Past Perks of a Pilot’s Wife

Years back, my husband was stationed WAY up north in Alberta, Canada, flying Cessna 206s and a Britten Norman Islander in and out of remote Indian reservations along the Peace River.  Back in the good ol’ days, I was allowed to go flying with him if there was an empty seat in the plane.  I flew as much as possible and relished almost every minute of it.  One such enjoyable day started with a call from my pilot down at the airport, “I’m flying the chief and councilmen into Margaret Lake fishing lodge in the Islander.  Get our fishing poles and we can fish all day while they are in meetings.”  He flew for a Native Indian band and flying the chief was a big deal… fishing just made it that much more sweet!  With poles in hand, I met him on the ramp. 

I flew right seat and was happily viewing the extremely flat scenery on the 40 minute flight when I noticed something odd.  My pilot was not moving his head, but his eyes were roving to and fro…. searching for something.  In my mic I asked, “What are you doing?”  Not that the men could hear a word he said with the roar of the engines, but he quietly answered, “Look for two lakes next to each other.  I can’t find them.”  Ah.  Lost… with the chief in the back. Being a bit sarcastic, I suggested, “Ask them where it is.  They’ll know!”  No response from Mr. Roving Eye.  We eventually spotted the lakes and landed somewhat without incident.  The strip was usually 2,000 feet of solid dirt with a few grass patches, but for this occassion it was 2,000 feet of solid mud and a few grass patches.  Several moccasins had to have  mud wiped off of them after de-planing.
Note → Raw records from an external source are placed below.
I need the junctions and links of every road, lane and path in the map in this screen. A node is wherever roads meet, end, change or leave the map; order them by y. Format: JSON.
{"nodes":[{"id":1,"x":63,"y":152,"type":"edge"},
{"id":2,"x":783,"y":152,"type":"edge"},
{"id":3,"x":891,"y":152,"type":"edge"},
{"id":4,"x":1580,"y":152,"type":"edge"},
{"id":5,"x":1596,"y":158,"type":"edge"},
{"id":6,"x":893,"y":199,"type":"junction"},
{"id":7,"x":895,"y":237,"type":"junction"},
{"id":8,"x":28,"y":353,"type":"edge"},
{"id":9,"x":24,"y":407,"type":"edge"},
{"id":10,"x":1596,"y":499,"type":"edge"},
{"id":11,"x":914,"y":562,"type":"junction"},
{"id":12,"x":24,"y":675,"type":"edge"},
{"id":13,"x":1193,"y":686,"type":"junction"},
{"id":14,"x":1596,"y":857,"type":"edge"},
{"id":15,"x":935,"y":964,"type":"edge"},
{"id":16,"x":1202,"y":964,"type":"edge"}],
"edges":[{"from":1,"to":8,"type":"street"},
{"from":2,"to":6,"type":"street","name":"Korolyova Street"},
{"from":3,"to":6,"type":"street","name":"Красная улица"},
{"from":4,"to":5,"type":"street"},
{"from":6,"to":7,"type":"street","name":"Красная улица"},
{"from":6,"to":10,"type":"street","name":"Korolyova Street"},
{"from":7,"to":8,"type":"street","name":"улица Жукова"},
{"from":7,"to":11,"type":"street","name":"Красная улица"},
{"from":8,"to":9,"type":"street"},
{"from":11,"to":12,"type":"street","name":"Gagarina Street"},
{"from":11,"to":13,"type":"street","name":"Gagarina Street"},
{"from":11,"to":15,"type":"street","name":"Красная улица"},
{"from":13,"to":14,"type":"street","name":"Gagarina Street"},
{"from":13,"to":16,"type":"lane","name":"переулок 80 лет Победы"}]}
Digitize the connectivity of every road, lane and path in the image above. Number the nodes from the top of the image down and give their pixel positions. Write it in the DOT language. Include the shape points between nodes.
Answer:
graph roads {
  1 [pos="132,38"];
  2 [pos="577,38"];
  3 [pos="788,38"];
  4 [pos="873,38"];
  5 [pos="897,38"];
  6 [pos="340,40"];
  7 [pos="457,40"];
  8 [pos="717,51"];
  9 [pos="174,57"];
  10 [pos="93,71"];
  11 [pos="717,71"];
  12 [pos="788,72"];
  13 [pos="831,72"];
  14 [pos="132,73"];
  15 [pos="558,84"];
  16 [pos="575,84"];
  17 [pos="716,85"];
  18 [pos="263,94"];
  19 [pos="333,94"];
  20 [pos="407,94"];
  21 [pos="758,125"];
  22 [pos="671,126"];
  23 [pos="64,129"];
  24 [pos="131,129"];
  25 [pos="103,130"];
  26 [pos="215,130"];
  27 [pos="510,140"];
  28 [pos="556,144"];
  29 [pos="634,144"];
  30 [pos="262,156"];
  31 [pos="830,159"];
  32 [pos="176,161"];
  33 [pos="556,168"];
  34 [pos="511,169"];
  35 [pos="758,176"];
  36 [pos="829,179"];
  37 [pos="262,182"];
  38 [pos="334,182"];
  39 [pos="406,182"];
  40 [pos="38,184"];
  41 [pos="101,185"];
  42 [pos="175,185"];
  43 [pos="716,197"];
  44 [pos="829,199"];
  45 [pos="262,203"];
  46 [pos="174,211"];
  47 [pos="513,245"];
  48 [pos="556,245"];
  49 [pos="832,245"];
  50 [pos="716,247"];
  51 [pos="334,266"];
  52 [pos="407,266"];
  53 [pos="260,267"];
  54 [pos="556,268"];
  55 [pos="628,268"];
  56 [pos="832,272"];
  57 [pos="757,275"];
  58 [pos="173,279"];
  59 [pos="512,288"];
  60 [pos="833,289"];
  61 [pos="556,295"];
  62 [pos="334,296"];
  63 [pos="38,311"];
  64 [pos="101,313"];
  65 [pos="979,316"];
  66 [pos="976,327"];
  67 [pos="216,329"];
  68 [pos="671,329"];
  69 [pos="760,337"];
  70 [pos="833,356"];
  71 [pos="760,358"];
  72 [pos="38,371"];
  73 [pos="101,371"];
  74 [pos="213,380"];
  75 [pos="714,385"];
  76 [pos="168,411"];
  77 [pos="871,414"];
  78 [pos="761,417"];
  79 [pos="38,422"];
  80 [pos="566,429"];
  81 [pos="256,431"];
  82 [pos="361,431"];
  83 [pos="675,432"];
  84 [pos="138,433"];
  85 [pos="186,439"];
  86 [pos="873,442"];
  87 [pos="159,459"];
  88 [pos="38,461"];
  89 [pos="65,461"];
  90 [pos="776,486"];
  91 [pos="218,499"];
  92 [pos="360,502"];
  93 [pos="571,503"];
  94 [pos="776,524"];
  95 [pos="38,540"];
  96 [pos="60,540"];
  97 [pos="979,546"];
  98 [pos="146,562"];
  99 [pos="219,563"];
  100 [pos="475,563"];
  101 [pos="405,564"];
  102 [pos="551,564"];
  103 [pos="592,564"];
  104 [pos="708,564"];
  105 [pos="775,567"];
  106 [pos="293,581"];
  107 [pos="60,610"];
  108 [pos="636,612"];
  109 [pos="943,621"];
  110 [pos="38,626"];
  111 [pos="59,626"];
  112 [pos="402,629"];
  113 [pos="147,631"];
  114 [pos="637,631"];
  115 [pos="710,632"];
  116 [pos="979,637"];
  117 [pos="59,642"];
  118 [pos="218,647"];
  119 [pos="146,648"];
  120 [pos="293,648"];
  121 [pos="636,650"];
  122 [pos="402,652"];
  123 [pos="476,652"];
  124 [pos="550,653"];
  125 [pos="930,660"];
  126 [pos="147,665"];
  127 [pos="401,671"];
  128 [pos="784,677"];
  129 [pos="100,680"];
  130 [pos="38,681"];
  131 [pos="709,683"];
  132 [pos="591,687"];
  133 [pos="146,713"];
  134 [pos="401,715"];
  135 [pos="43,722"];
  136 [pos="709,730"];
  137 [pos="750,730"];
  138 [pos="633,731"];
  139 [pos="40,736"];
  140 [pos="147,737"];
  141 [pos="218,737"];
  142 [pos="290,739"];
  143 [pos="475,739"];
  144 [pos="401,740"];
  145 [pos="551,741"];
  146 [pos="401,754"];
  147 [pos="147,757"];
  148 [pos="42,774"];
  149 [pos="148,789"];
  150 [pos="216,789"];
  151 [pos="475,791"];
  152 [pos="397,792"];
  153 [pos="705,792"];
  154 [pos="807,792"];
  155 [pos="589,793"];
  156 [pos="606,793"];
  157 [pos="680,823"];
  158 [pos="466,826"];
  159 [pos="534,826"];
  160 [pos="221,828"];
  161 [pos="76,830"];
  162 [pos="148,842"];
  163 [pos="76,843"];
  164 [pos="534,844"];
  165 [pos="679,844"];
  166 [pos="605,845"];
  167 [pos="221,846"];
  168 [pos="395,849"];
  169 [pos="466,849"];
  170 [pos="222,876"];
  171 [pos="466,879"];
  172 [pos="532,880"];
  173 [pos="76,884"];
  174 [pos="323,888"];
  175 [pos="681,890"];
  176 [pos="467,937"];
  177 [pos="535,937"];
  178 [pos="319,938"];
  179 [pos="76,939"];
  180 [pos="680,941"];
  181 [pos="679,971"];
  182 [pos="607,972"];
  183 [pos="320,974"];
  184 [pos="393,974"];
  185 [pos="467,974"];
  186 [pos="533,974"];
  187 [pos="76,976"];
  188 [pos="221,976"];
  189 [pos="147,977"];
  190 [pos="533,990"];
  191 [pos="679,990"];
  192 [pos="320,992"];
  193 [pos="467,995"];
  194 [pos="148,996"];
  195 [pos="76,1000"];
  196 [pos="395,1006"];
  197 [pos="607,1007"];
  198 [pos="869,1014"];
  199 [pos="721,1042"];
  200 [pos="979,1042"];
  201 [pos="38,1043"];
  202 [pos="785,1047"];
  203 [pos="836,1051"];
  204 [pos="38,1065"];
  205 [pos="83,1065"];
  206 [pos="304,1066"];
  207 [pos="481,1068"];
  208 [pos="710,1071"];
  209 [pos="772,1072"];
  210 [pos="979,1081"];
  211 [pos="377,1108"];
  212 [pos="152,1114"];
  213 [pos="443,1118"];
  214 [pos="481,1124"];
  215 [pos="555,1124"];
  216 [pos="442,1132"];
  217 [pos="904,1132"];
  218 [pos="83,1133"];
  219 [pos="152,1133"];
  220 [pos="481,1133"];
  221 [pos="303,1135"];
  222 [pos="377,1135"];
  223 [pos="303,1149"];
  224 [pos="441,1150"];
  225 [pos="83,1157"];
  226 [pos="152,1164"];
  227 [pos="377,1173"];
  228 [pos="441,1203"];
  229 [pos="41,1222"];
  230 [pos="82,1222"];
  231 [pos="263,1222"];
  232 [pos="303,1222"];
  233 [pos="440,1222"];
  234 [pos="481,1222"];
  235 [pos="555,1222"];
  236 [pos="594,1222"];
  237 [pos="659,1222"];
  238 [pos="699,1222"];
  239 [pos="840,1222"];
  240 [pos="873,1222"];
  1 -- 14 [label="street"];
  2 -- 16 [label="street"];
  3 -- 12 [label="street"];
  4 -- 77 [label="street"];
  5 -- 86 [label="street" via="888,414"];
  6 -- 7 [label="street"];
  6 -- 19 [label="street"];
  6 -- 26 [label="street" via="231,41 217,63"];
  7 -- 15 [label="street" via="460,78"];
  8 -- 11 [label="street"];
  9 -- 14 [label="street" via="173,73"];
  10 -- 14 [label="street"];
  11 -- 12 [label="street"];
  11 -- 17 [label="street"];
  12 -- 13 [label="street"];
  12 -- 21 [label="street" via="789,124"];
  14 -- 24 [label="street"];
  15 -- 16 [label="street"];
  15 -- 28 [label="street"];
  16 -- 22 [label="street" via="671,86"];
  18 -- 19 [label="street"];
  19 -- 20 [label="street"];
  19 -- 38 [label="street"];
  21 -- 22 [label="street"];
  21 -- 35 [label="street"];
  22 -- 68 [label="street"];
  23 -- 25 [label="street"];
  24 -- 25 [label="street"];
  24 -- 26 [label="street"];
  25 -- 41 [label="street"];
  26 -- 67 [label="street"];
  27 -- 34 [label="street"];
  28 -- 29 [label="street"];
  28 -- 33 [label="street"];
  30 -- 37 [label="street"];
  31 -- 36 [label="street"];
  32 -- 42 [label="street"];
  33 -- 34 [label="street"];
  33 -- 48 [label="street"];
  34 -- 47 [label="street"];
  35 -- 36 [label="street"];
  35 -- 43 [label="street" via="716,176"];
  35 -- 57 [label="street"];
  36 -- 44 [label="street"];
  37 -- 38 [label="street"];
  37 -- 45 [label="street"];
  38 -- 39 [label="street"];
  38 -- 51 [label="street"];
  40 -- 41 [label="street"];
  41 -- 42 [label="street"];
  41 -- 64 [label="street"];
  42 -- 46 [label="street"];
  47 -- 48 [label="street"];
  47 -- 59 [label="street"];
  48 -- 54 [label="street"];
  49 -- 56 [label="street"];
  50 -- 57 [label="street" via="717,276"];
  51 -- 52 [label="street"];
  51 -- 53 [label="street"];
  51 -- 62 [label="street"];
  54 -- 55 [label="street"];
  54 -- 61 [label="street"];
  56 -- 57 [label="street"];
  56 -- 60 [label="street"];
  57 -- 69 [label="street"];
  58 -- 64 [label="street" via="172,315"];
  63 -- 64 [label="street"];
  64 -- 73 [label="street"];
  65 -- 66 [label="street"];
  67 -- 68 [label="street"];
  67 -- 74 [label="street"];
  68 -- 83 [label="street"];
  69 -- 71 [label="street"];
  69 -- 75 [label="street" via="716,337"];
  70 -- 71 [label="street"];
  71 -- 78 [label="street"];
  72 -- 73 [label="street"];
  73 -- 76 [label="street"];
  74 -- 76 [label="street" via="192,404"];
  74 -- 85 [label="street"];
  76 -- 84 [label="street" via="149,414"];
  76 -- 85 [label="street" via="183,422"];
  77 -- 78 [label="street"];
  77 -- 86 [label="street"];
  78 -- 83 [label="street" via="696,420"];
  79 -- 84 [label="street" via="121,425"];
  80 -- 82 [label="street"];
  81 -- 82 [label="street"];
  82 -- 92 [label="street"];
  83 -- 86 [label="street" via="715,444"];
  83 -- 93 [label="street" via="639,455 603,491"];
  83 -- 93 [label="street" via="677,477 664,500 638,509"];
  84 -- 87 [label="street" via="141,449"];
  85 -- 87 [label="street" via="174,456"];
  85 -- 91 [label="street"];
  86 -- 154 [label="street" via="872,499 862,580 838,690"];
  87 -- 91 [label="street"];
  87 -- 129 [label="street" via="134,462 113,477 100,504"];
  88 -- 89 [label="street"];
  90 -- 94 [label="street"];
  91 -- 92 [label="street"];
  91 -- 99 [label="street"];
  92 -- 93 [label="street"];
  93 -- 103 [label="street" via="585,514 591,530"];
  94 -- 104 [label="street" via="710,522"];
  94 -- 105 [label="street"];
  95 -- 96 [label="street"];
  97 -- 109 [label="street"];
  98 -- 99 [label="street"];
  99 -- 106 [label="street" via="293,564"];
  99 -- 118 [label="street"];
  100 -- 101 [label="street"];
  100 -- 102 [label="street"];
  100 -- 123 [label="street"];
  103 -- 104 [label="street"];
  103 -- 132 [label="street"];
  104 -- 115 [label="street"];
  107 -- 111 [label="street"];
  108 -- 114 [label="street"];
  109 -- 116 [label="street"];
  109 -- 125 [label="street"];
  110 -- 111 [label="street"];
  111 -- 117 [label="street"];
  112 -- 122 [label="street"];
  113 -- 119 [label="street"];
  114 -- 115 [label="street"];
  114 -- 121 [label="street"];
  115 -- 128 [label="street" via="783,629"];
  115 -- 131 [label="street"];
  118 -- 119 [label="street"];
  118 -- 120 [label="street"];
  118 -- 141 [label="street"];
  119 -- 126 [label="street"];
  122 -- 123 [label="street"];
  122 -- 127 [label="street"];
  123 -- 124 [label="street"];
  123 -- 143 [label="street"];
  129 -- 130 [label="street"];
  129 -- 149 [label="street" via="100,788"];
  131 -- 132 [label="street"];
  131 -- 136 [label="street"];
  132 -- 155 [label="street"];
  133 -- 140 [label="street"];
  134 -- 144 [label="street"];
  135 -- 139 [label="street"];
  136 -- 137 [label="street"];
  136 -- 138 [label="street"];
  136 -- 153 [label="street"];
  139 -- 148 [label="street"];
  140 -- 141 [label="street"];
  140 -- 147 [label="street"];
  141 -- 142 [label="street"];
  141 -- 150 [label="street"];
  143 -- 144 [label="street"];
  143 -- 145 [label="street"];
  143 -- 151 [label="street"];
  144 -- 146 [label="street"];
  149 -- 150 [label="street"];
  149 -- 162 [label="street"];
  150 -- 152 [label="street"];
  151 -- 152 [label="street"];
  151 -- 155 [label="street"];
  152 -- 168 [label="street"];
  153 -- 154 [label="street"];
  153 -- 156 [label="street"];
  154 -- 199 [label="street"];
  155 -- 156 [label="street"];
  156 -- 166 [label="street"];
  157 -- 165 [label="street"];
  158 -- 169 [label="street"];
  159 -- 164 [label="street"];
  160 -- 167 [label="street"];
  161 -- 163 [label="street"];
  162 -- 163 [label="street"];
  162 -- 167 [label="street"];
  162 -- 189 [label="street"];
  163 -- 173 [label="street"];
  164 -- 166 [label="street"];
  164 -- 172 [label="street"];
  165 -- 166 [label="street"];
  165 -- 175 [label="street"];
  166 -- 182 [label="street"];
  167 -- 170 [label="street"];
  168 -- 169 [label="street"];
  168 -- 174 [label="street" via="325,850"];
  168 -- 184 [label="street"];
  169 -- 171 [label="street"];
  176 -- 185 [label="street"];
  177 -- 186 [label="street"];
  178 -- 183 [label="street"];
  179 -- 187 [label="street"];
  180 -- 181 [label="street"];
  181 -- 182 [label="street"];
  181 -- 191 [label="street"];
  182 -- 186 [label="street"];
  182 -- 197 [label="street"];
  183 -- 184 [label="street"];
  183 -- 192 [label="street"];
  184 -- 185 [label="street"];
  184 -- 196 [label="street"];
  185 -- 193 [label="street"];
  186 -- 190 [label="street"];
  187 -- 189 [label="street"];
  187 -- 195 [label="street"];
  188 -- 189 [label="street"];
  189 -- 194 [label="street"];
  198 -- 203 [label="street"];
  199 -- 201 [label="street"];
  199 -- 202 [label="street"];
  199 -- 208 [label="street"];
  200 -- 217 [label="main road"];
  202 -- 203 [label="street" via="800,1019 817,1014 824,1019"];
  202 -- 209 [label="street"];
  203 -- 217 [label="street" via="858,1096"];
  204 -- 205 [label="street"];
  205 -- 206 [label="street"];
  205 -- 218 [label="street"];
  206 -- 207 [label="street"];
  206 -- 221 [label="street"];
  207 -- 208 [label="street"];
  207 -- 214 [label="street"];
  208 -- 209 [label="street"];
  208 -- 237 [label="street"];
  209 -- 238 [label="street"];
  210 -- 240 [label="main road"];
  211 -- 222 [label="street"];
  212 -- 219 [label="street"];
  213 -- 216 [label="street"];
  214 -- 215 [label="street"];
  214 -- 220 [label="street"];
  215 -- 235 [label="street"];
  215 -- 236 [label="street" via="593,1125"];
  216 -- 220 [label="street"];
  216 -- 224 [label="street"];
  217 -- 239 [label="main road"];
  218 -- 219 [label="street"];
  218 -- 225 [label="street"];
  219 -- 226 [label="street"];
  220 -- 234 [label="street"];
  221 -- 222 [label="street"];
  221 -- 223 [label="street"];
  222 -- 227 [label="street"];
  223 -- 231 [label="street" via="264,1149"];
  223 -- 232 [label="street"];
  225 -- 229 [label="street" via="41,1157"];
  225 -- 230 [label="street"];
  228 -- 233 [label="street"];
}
Being a supreme fishing queen, the anticipation of the day made my little casting heart beat with glee.  I assumed we would fish for several hours alone where the river ran into the lake.  How romantic!  Just me and my pilot.  Not so.  Seems the chief and his posse were supremely into fishing as well.  Their “meetings” were all hooked up and reeled in after the first hour.  They joined us on the banks in amongst the pine trees.  Unbeknownst to me, it turned out to be one of the best fishing days of my life.  I couldn’t throw the hook in without snagging a pike or a trout.  My pilot was genuinely happy for me…. in the beginning.  He was not experiencing the best fishing day of his life.  In fact, he couldn’t catch anything!  He snagged trees, lost hooks and finally just stood near me to take the hooks out of the mouths of the fish I kept pulling from the cool water.

The chief and councilmen noticed my supreme fishing ability (and probably my pilot’s too!)  They casually cast closer and closer to where I stood next to my haul on the bank at my feet.  The chief asked what I was using for bait.  Another wanted to see my lure.  Was I using weights?  Was I reeling quickly?  Where were the blinking fish hiding?

Wanting to keep his place of employment with these men, my pilot started giving my fish to them.  One at a time.  Two at a time.  Saving face is what I summed it up to be.  The brave Indians would now be returning home with booty from the fishing lodge…. and my pilot would still be their pilot

When we were all snug back in the plane, right before take-off, I heard one of the men comment under his breath, “Next time I’m bringing my woman.”  HAHA!  We dropped off each of them at their reservations with my fish in their hands and we returned to the hangar.  One of the other pilots asked if we had trouble finding the lakes.  “Nope!” I replied, making no eye contact with Mr. Roving Eye.  Then he asked how the fishing was.  “Not bad!  Want to see my fish?” and I proudly held up the one fish my pilot let me bring home for dinner. 

The moral of the story is: Give a man a fish and you’ll feed him for a day.  Give many men many fish and you’ll be able to keep feeding yourself.